Ben's news had cut the ground from beneath Baird, for Ann Penniman, penniless and tied to the farm, had been a possibility; Ann, independent and with the world of men from which to choose, was another matter. Baird had been unable to write to Ann after that. He was handicapped by as complete a depression as had overtaken him after he had won her back to life. He had been straining to get a hearing; suddenly it seemed futile to attempt anything at all; she was beyond him.

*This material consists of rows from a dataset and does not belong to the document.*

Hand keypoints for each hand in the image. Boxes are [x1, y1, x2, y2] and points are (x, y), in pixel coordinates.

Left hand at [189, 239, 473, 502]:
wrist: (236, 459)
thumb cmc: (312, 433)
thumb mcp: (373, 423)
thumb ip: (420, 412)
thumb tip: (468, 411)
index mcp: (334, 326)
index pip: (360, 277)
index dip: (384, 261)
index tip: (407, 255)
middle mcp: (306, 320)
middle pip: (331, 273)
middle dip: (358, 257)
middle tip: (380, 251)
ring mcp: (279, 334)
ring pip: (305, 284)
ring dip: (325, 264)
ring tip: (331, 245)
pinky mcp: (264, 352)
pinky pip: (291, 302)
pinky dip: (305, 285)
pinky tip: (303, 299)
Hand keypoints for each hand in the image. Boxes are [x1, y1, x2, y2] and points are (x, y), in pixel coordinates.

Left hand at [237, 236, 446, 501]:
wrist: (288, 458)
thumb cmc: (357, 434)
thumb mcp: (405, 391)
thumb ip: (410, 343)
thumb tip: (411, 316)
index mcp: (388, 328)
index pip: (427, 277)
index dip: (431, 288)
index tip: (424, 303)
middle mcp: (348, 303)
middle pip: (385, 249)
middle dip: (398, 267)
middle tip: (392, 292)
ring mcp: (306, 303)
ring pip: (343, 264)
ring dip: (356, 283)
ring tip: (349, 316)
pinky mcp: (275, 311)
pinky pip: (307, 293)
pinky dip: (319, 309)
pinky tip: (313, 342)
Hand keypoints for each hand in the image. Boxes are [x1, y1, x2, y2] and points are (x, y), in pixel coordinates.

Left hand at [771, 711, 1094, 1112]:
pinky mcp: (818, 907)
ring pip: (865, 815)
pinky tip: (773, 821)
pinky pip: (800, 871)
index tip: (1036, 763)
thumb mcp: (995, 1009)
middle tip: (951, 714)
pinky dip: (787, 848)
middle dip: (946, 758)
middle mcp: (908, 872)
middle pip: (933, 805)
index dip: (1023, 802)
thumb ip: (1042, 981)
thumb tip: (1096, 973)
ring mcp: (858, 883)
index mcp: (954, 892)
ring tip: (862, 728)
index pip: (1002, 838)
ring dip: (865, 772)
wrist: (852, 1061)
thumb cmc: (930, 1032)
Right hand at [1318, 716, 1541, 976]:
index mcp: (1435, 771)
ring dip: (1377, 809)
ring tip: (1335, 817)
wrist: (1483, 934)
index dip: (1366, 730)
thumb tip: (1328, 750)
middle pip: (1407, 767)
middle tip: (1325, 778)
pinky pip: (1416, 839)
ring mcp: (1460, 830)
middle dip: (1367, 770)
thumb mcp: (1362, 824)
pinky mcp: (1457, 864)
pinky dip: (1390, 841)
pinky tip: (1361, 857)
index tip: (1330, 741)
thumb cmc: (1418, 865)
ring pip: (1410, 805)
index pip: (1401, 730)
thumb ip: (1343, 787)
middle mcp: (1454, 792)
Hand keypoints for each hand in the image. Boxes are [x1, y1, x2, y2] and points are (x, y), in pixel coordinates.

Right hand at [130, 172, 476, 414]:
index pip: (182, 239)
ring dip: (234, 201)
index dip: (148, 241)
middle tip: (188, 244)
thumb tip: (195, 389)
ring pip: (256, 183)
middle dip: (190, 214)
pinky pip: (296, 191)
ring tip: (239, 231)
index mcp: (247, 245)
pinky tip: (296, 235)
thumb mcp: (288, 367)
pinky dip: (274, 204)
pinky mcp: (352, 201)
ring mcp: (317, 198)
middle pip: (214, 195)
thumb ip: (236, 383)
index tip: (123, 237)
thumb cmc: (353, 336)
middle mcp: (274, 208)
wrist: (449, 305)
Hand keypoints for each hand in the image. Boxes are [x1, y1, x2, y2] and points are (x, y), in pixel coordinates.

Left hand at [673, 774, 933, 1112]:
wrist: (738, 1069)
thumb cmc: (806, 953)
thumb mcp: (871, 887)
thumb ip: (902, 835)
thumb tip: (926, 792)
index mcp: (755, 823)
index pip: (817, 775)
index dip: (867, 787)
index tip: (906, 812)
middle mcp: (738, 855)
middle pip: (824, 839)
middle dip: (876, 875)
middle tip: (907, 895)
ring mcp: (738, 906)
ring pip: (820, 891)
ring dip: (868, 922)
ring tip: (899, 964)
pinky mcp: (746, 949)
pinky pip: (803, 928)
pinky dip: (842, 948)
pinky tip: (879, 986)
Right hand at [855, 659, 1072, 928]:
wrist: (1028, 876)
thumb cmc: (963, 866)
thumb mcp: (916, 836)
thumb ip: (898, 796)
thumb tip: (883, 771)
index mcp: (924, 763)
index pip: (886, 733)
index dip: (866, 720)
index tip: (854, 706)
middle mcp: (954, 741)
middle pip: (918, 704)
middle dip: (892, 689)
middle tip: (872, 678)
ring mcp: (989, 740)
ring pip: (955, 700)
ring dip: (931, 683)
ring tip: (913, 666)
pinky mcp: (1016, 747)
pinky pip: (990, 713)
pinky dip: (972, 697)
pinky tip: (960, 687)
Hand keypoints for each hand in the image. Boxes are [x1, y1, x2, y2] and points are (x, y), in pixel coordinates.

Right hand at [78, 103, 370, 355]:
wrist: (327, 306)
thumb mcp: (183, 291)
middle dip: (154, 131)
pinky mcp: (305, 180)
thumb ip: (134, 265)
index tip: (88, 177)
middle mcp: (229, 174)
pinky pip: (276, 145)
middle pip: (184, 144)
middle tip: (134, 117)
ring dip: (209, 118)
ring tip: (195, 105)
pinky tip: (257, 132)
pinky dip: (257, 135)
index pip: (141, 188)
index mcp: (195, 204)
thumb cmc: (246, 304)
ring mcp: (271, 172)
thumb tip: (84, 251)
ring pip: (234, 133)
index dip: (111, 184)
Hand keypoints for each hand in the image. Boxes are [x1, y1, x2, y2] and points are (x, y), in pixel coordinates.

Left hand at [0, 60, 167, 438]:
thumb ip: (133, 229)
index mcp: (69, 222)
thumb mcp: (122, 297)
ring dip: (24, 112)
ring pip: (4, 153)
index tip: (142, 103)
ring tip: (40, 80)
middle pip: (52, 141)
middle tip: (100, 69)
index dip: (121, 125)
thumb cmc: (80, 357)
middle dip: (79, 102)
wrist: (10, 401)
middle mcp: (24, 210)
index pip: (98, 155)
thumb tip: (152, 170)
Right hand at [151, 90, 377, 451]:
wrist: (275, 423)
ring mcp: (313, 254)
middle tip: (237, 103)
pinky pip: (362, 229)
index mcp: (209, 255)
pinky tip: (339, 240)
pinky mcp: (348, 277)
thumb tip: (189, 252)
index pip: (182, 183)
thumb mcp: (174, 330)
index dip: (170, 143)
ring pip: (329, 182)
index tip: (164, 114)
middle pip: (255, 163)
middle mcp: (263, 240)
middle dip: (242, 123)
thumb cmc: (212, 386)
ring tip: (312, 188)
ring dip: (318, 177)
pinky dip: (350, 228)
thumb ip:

But he wrote to Ben: "Thank you for telling me of Ann's good fortune. I suppose I ought to be glad, but I'm not. I feel more as if I'd had a blow on the head. I can't write to Ann or do anything—she's passed beyond my reach. I've nothing to offer her now—to save my neck, I couldn't clean up more than about twenty thousand—that and my salary. When I make my pile, I suppose I'll have courage to try again—if somebody doesn't get ahead of me, or if in the meantime I don't fall for some woman whose love is big enough for both of us."

Baird was in exactly this frame of mind as he rode up to Westmore under the October sunshine. He had fallen hard, down upon the worldly earth; upon old and familiar thoughts, trite aspirations and desires, cast there by the vision of Ann buttressed by money. The sweet thing that had permeated him had grown sick when frowned upon by cold cash. There was an ugly vacant ache in him.

"Why not?" he asked himself, as he looked at Westmore, its stuccoed length mottled by splashes of red and yellow, clinging vines and low-hung branches. Judith had never failed him. All that long summer her letters had come regularly, warmed by interest, asking nothing of him, simply giving, giving—all she felt she would be allowed to give. He had not told her that he was going to Europe. He had not even told her that he was coming out to the Ridge, for he had decided to keep away from Ann.

Then, suddenly, he had changed his mind. He would go to New York by the southern route; give himself the comfort of seeing Judith. But he would not see Ann.